Required action:
Set down the entries again word for word, without any of the images.

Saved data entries
——————————

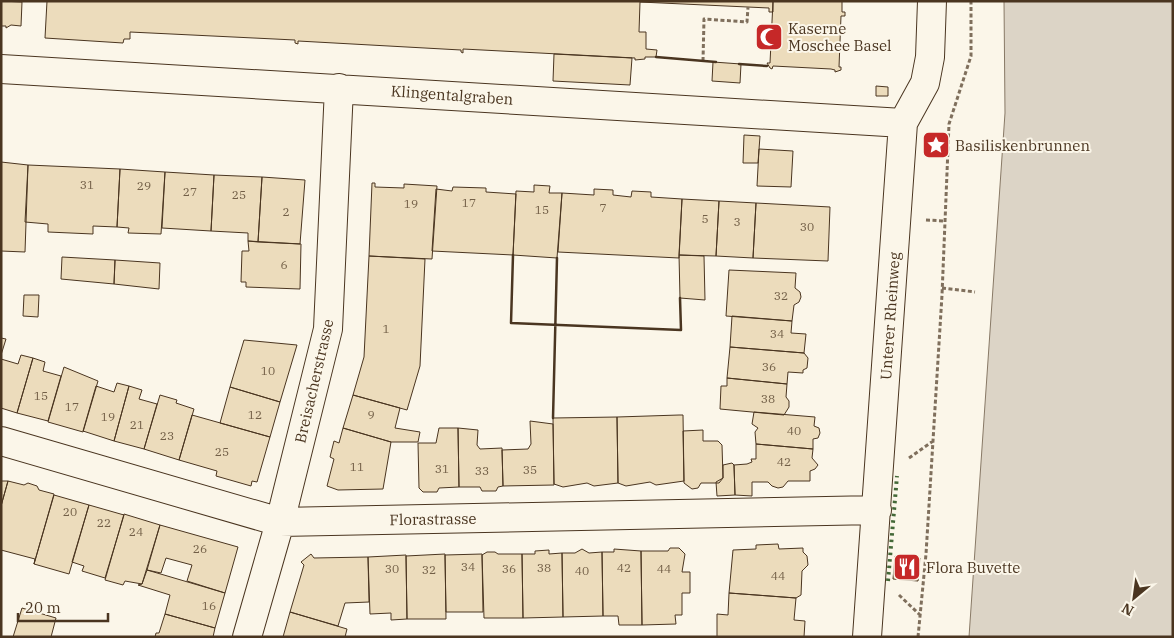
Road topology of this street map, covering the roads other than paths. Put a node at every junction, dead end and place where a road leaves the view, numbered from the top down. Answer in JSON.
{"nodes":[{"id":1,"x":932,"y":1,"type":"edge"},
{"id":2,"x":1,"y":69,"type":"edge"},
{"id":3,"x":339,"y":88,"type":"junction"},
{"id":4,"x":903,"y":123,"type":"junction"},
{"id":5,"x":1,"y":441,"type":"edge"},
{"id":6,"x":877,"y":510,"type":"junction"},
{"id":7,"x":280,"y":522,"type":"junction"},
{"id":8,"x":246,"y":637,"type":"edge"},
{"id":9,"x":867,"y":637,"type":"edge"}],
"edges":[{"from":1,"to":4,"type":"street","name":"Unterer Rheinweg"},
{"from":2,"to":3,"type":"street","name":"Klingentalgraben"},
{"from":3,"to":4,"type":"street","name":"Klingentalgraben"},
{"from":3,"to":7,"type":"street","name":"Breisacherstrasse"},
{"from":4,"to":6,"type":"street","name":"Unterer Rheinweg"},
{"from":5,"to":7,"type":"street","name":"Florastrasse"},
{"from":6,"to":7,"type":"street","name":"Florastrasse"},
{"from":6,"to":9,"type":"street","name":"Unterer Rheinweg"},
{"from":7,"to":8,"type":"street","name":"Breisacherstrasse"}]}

——————————

Solution for this task:
Road topology of this street map, covering the roads other than paths. Put a node at every junction, dead end and place where a road leaves the view, numbered from the top down. Answer in JSON.
{"nodes":[{"id":1,"x":932,"y":1,"type":"edge"},
{"id":2,"x":1,"y":69,"type":"edge"},
{"id":3,"x":339,"y":88,"type":"junction"},
{"id":4,"x":903,"y":123,"type":"junction"},
{"id":5,"x":1,"y":441,"type":"edge"},
{"id":6,"x":877,"y":510,"type":"junction"},
{"id":7,"x":280,"y":522,"type":"junction"},
{"id":8,"x":246,"y":637,"type":"edge"},
{"id":9,"x":867,"y":637,"type":"edge"}],
"edges":[{"from":1,"to":4,"type":"street","name":"Unterer Rheinweg"},
{"from":2,"to":3,"type":"street","name":"Klingentalgraben"},
{"from":3,"to":4,"type":"street","name":"Klingentalgraben"},
{"from":3,"to":7,"type":"street","name":"Breisacherstrasse"},
{"from":4,"to":6,"type":"street","name":"Unterer Rheinweg"},
{"from":5,"to":7,"type":"street","name":"Florastrasse"},
{"from":6,"to":7,"type":"street","name":"Florastrasse"},
{"from":6,"to":9,"type":"street","name":"Unterer Rheinweg"},
{"from":7,"to":8,"type":"street","name":"Breisacherstrasse"}]}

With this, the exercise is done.